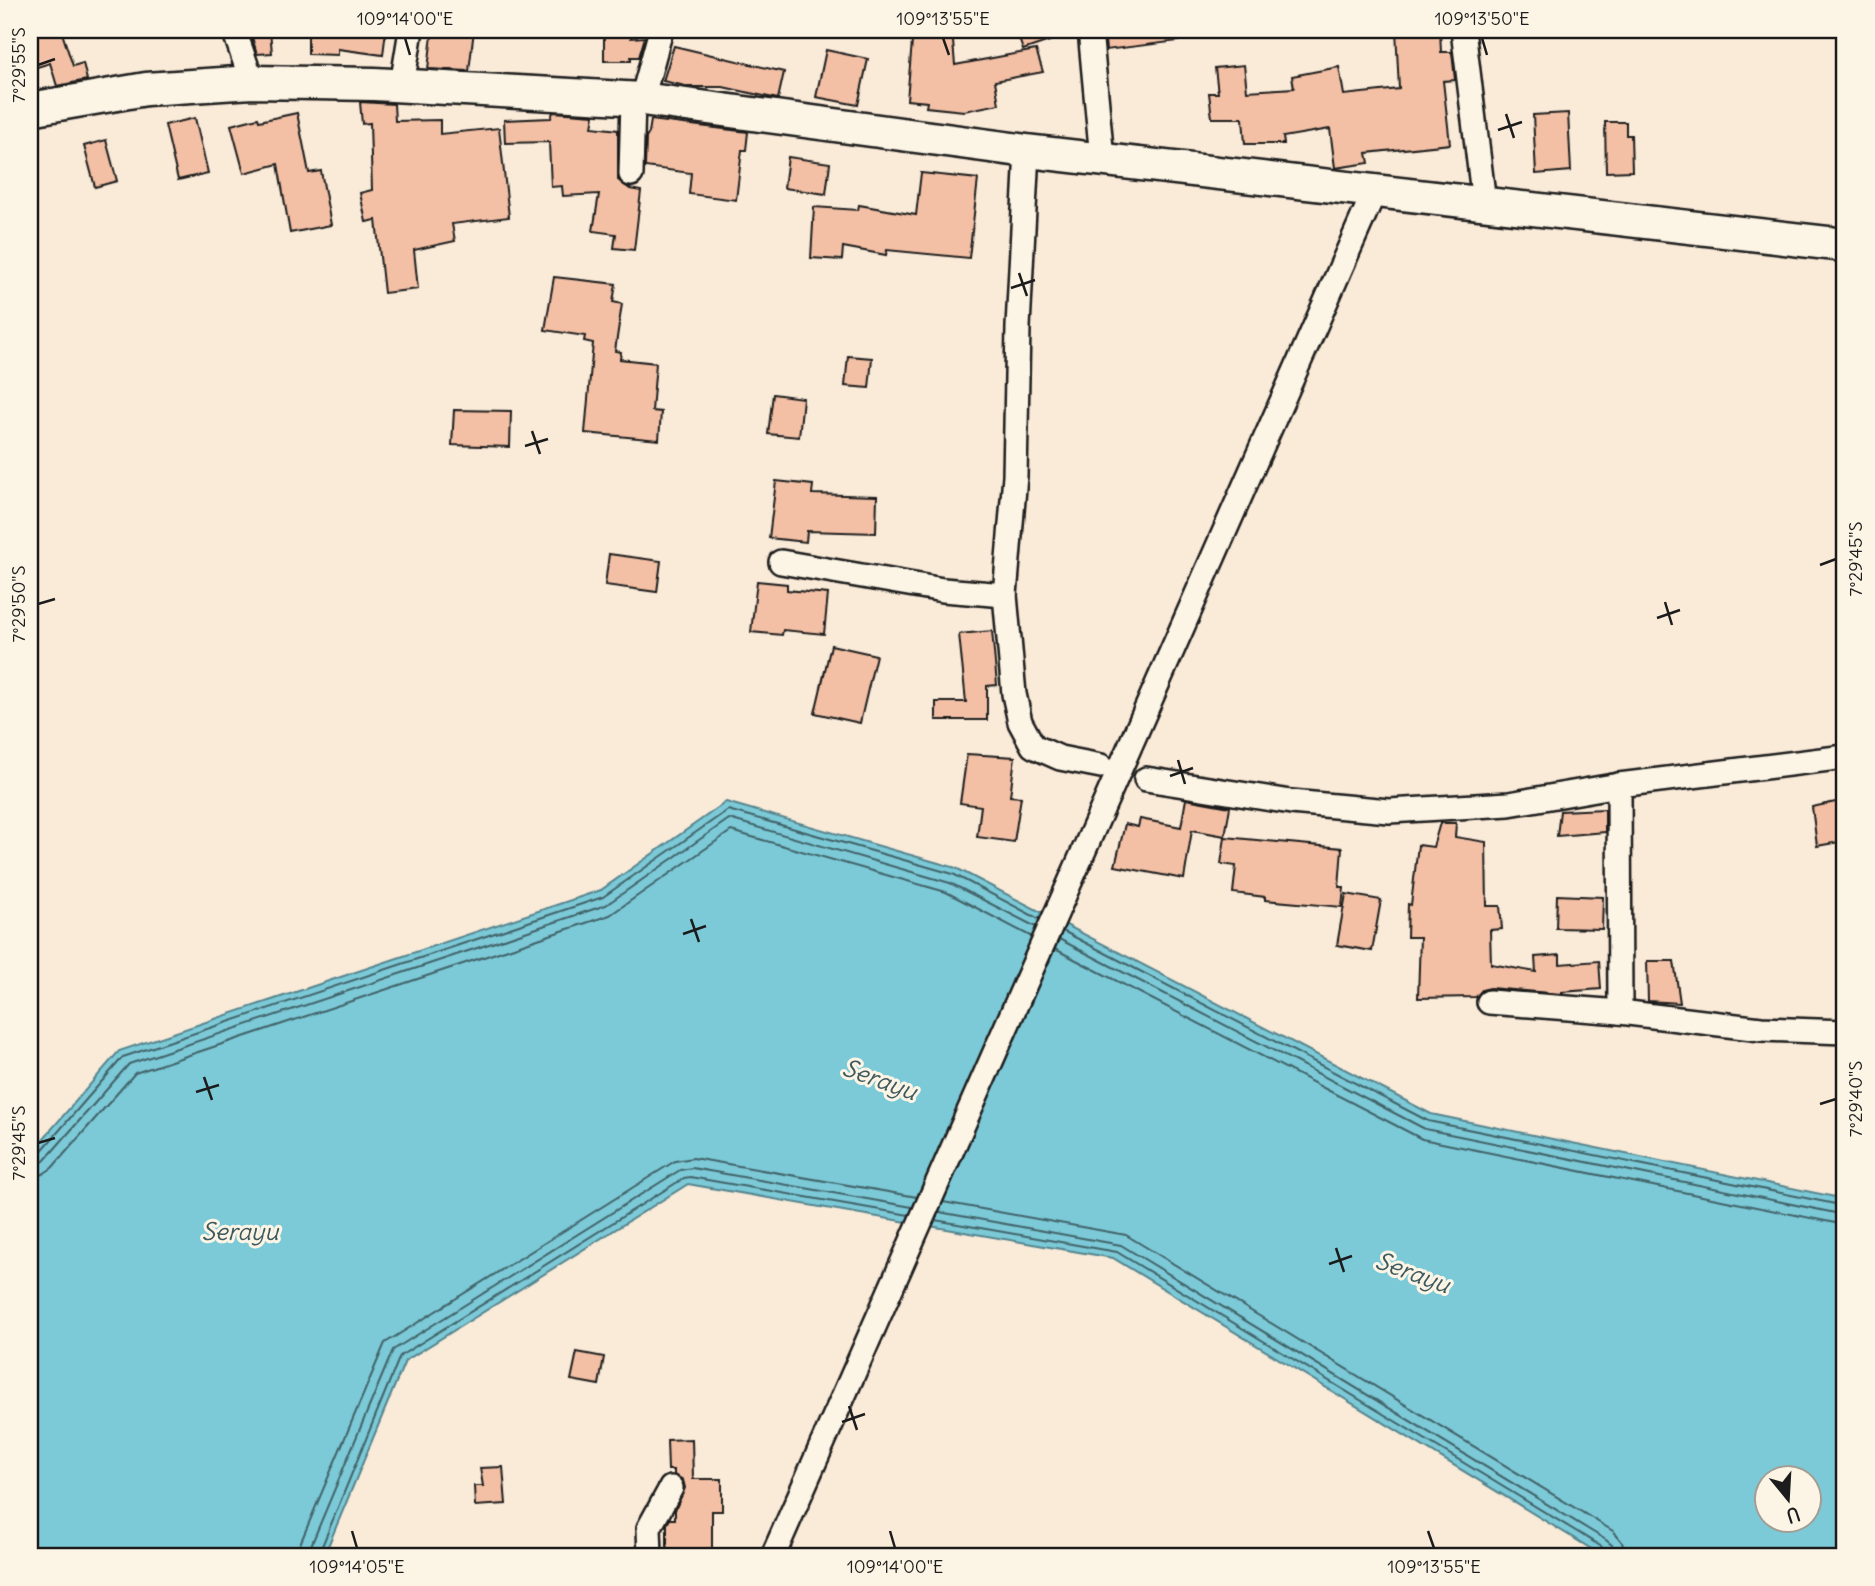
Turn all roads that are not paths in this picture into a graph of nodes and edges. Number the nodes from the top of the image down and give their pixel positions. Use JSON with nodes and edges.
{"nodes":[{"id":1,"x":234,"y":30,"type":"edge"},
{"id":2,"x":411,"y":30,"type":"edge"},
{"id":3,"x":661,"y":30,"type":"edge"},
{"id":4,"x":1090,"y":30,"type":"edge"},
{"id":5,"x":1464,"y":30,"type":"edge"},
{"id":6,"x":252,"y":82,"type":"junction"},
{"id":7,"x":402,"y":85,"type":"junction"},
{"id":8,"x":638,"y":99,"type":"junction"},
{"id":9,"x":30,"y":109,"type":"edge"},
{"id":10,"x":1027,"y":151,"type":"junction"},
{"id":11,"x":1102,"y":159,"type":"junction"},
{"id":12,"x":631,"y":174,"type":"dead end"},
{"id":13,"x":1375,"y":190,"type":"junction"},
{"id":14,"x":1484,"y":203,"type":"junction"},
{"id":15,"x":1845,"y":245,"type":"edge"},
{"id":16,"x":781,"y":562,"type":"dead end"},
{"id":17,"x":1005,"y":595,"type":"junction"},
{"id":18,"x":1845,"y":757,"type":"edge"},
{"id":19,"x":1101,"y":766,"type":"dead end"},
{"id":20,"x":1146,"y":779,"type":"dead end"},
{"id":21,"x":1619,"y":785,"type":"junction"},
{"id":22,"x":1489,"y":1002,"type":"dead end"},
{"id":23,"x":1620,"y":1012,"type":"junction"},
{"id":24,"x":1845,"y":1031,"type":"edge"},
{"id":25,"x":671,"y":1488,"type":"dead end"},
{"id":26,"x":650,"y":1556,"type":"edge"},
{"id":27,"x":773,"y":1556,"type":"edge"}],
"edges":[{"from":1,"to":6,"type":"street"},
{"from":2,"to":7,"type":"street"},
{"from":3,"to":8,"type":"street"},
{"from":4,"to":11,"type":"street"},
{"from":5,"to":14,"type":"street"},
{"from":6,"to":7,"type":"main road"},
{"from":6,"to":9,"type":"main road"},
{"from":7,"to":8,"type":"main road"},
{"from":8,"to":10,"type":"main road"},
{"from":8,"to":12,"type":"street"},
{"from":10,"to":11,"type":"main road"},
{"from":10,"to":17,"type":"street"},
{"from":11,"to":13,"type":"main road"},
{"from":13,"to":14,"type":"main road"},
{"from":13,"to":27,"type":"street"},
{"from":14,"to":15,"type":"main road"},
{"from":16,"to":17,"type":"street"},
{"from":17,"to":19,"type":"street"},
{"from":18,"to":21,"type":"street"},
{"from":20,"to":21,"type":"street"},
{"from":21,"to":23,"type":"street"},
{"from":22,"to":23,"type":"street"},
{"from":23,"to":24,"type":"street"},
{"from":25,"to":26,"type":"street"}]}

* * * * * * * * *

__TASK TO COMPLETE__
Find all lines holding the word "dead" in the records above and copy them.

__THE ANSWER__
{"id":12,"x":631,"y":174,"type":"dead end"},
{"id":16,"x":781,"y":562,"type":"dead end"},
{"id":19,"x":1101,"y":766,"type":"dead end"},
{"id":20,"x":1146,"y":779,"type":"dead end"},
{"id":22,"x":1489,"y":1002,"type":"dead end"},
{"id":25,"x":671,"y":1488,"type":"dead end"},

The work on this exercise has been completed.